Quote exactly, and only, the lines from the one with "Trace the roads" through the end of the listing.

→ Data
BEGIN

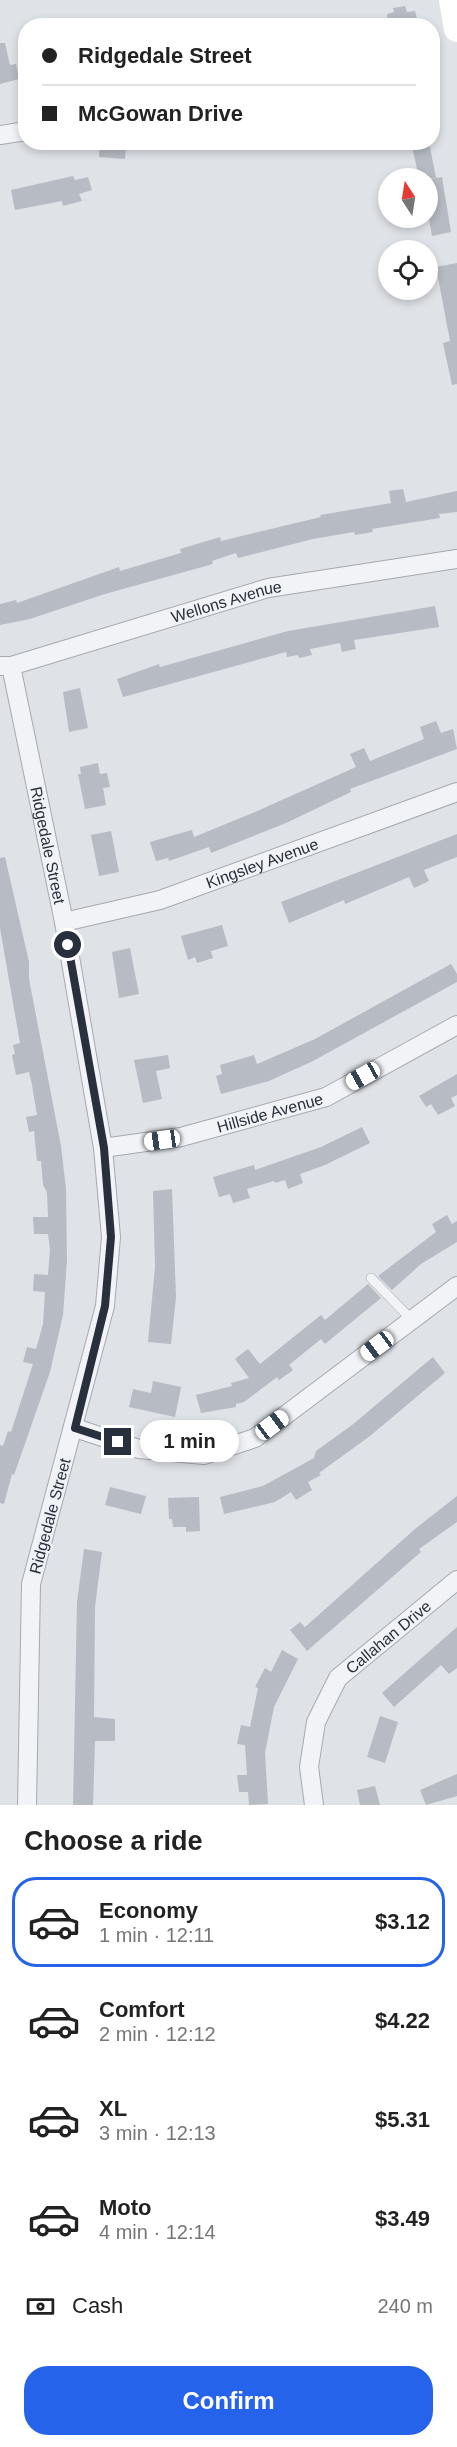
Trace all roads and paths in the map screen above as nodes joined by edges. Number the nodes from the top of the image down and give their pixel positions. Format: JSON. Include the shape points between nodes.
{"nodes":[{"id":1,"x":452,"y":0,"type":"edge"},
{"id":2,"x":457,"y":29,"type":"edge"},
{"id":3,"x":18,"y":132,"type":"edge"},
{"id":4,"x":0,"y":135,"type":"edge"},
{"id":5,"x":457,"y":559,"type":"edge"},
{"id":6,"x":6,"y":666,"type":"edge"},
{"id":7,"x":457,"y":792,"type":"edge"},
{"id":8,"x":64,"y":922,"type":"junction"},
{"id":9,"x":457,"y":1025,"type":"edge"},
{"id":10,"x":104,"y":1148,"type":"junction"},
{"id":11,"x":371,"y":1278,"type":"dead end"},
{"id":12,"x":457,"y":1286,"type":"edge"},
{"id":13,"x":412,"y":1320,"type":"junction"},
{"id":14,"x":75,"y":1428,"type":"junction"},
{"id":15,"x":457,"y":1580,"type":"edge"},
{"id":16,"x":27,"y":1805,"type":"edge"},
{"id":17,"x":314,"y":1805,"type":"edge"}],
"edges":[{"from":1,"to":2,"type":"street"},
{"from":3,"to":4,"type":"street"},
{"from":5,"to":6,"type":"street","name":"Wellons Avenue","via":[[268,588]]},
{"from":6,"to":8,"type":"street","name":"Ridgedale Street"},
{"from":7,"to":8,"type":"street","name":"Kingsley Avenue","via":[[160,900]]},
{"from":8,"to":10,"type":"street","name":"Ridgedale Street"},
{"from":9,"to":10,"type":"street","name":"Hillside Avenue","via":[[326,1097],[181,1137]]},
{"from":10,"to":14,"type":"street","name":"Ridgedale Street","via":[[111,1237],[105,1306]]},
{"from":11,"to":13,"type":"lane"},
{"from":12,"to":13,"type":"street"},
{"from":13,"to":14,"type":"street","via":[[255,1438],[204,1455],[139,1449]]},
{"from":14,"to":16,"type":"street","name":"Ridgedale Street","via":[[32,1584]]},
{"from":15,"to":17,"type":"street","name":"Callahan Drive","via":[[338,1678],[316,1722],[309,1767]]}]}
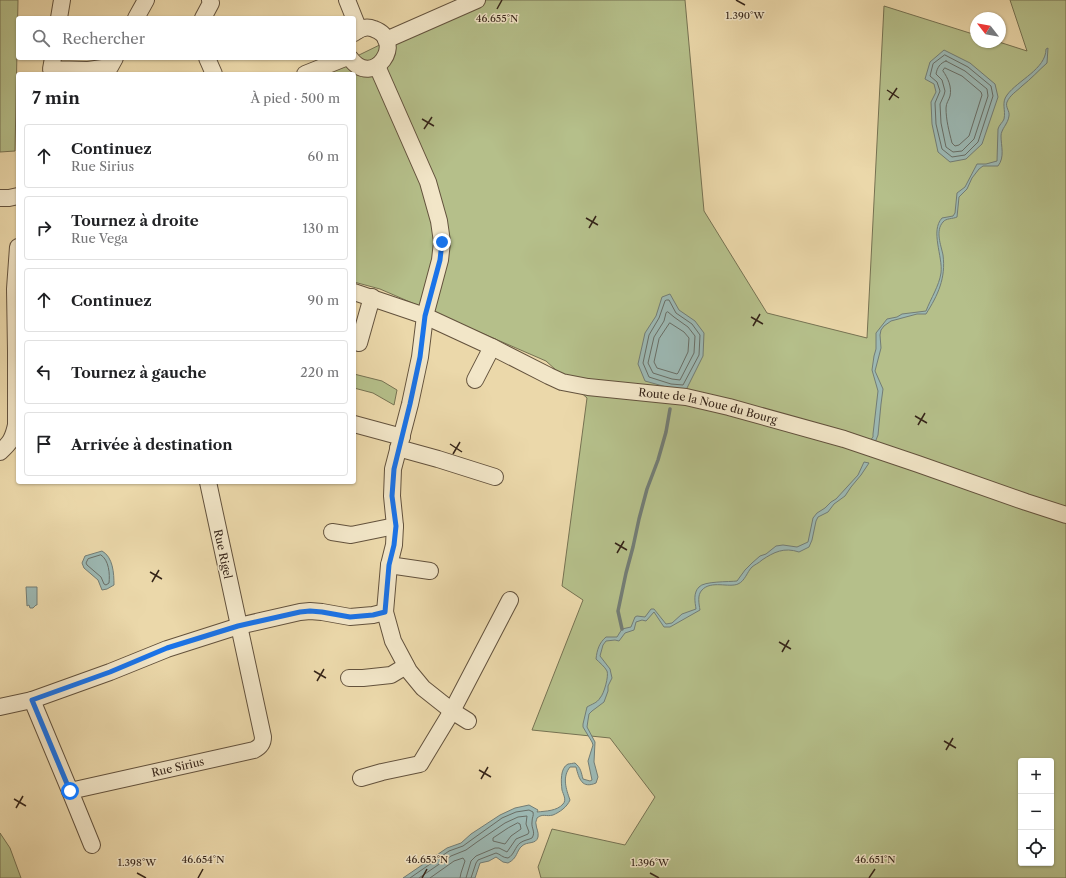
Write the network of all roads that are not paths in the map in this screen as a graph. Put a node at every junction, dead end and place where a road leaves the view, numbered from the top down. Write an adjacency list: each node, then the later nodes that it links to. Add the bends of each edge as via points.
1 (62, 0): 6 (street)
2 (146, 0): 7 (street)
3 (210, 0): 8 (street, via 211,4)
4 (347, 0): 9 (street)
5 (477, 0): 11 (street)
6 (59, 16)
7 (137, 16)
8 (204, 16)
9 (352, 16)
10 (356, 31): 11 (street, via 372,28 383,34)
11 (386, 40): 17 (street, via 387,55)
12 (53, 60): 13 (street, via 51,69 88,70 110,67)
13 (114, 60)
14 (208, 60): 18 (street)
15 (340, 60): 19 (street)
16 (352, 60): 17 (street, via 360,68)
17 (377, 66): 25 (street, via 428,182 439,221 442,242 440,260)
18 (213, 72)
19 (310, 72)
20 (16, 196): 21 (street)
21 (0, 198)
22 (16, 274): 28 (street)
23 (356, 293): 24 (street, Route de la Noue du Bourg)
24 (372, 298): 25 (street, Route de la Noue du Bourg); 26 (street)
25 (425, 316): 27 (street, Route de la Noue du Bourg); 34 (street, via 420,357)
26 (359, 343)
27 (492, 347): 30 (street); 38 (street, Route de la Noue du Bourg, via 562,382 588,388 686,398 730,407 844,439)
28 (16, 361)
29 (16, 361): 31 (street)
30 (475, 380)
31 (16, 425)
32 (16, 425): 35 (street, via 13,437)
33 (356, 425): 34 (street)
34 (400, 443): 36 (street, via 438,459); 39 (street, via 394,469 392,496)
35 (0, 452)
36 (495, 477)
37 (208, 484): 45 (street, Rue Rigel)
38 (1066, 515)
39 (396, 526): 40 (street, via 351,535); 41 (street)
40 (332, 532)
41 (389, 565): 42 (street); 44 (street)
42 (430, 571)
43 (510, 600): 50 (street)
44 (385, 612): 45 (street, via 350,617 310,611); 46 (street, via 393,641)
45 (238, 626): 48 (street, via 167,648); 53 (street, Rue Sirius, via 263,737 261,746 254,750)
46 (406, 666): 47 (street, via 391,674); 50 (street, via 423,688)
47 (349, 678)
48 (32, 700): 49 (street); 53 (street)
49 (0, 707)
50 (452, 711): 51 (street); 52 (street, via 420,764)
51 (468, 721)
52 (360, 778)
53 (70, 791): 54 (street)
54 (92, 845)

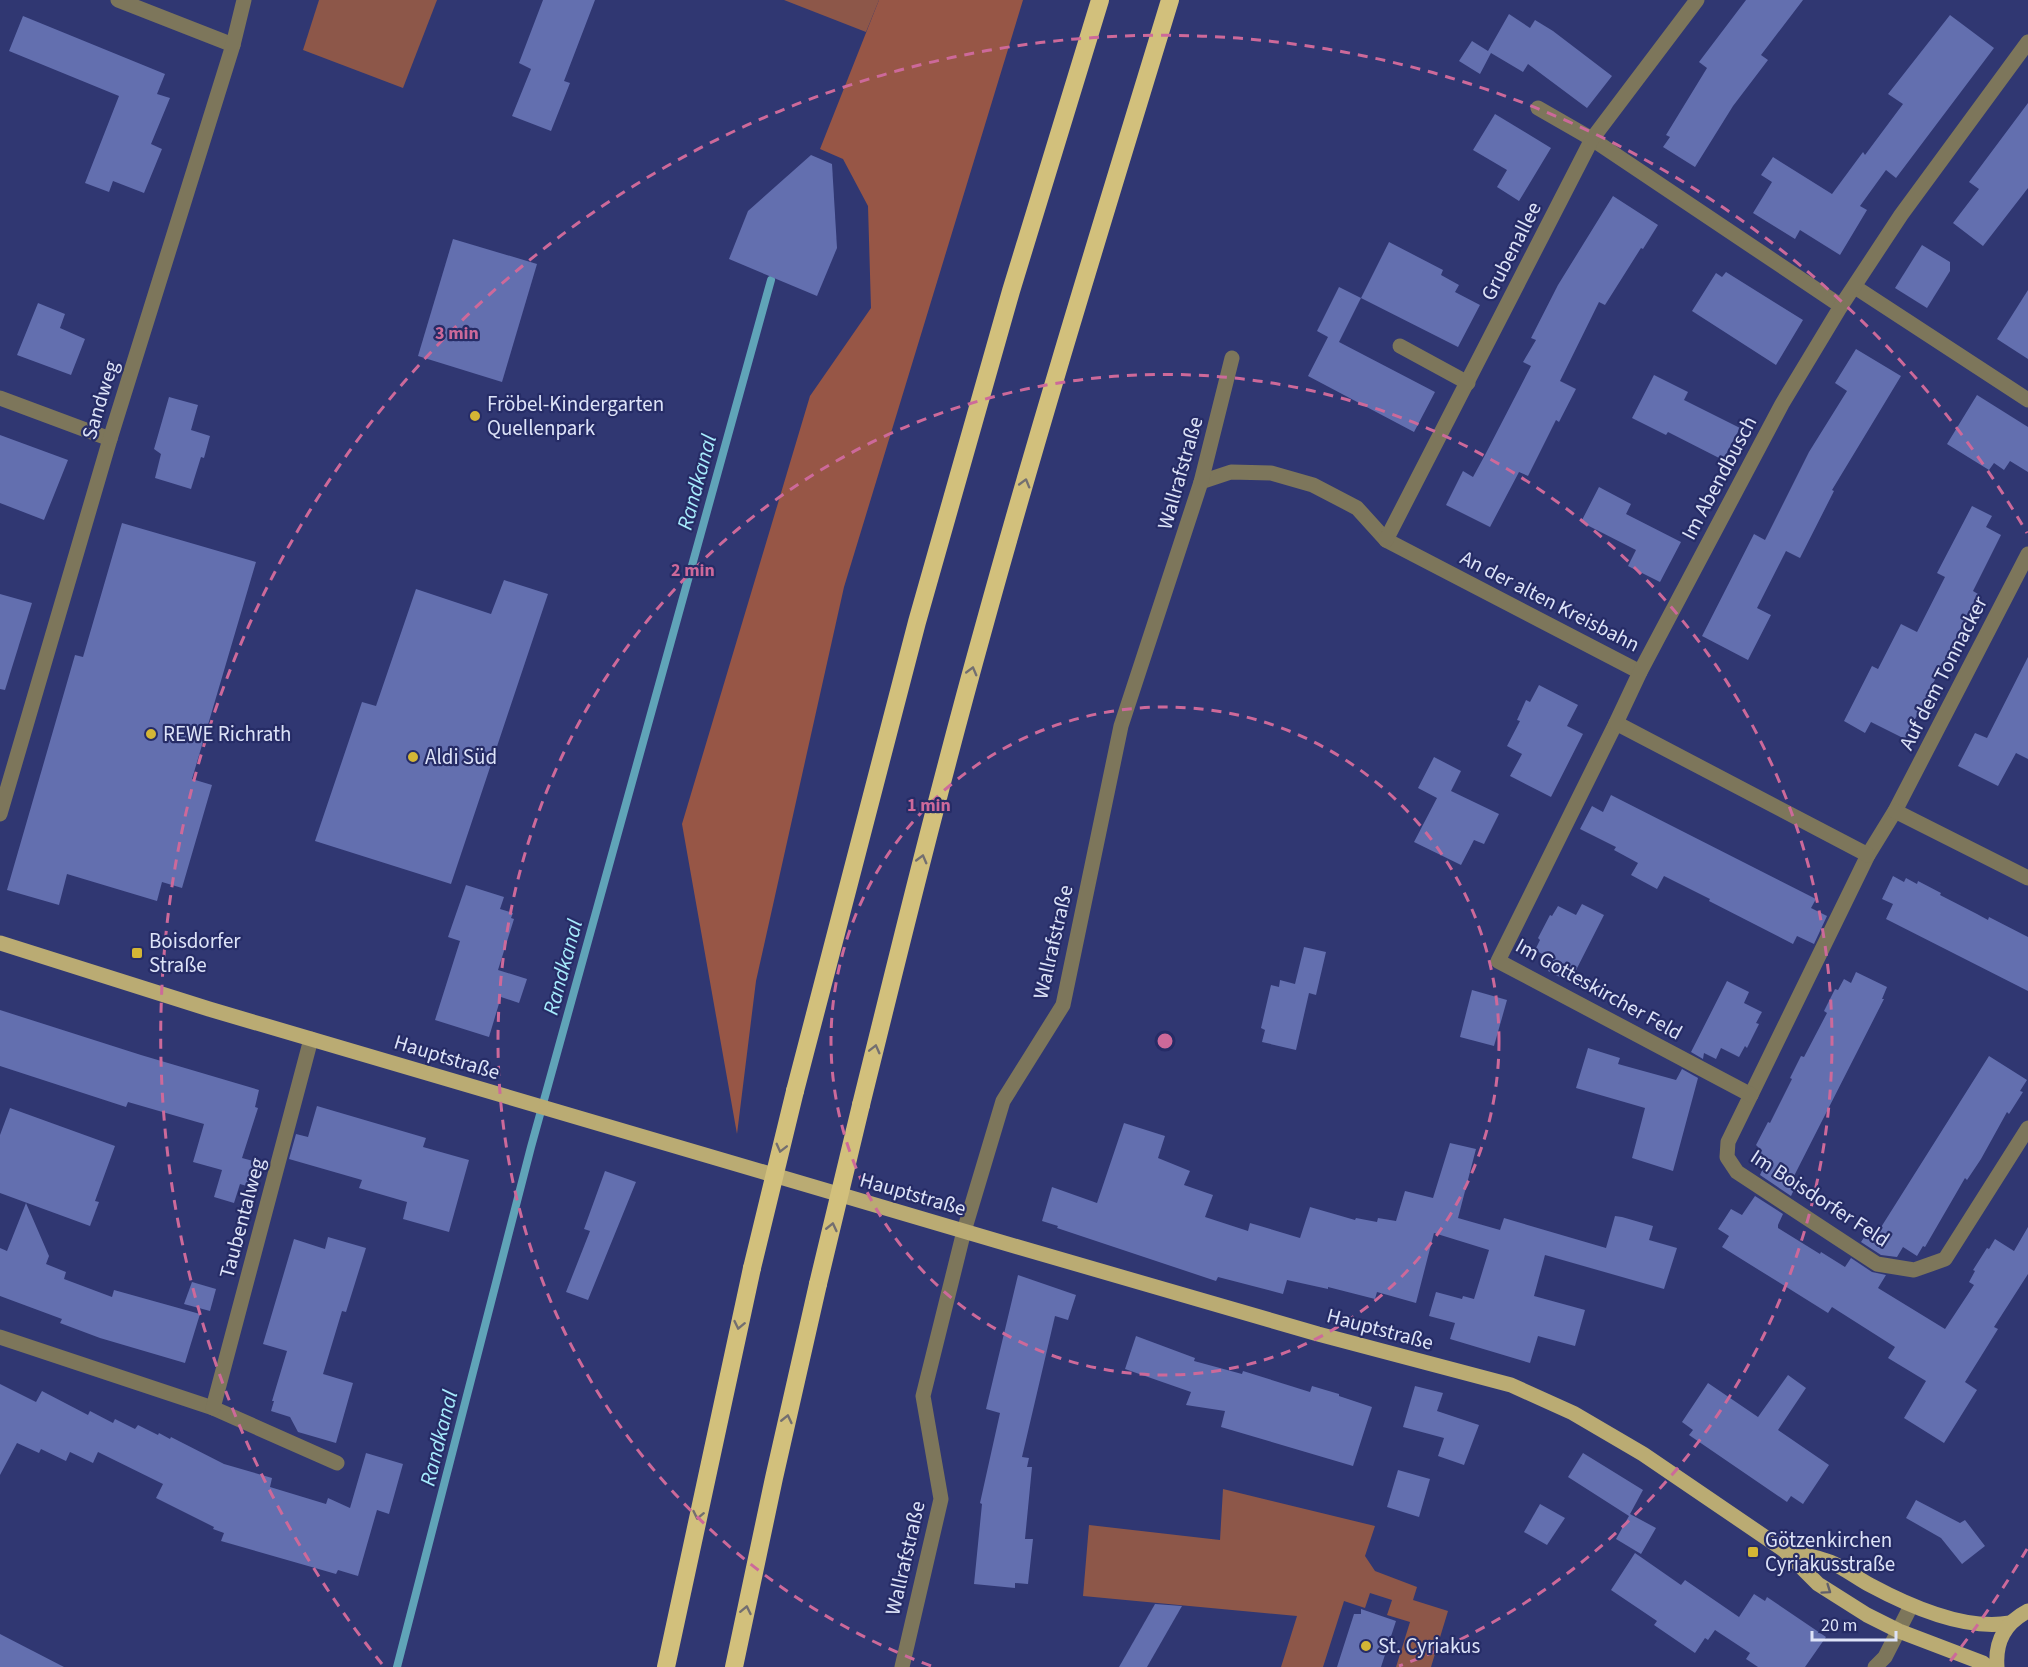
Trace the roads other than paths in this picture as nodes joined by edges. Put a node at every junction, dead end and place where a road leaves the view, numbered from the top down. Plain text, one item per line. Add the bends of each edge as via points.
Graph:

END

→ Answer to this exercise
Trace the roads other than paths in this picture as nodes joined by edges. Put a node at every junction, dead end and place where a road leaves the view, numbered from the top down. Plain text, one item per line. Add the bends of each edge as via points.
Graph:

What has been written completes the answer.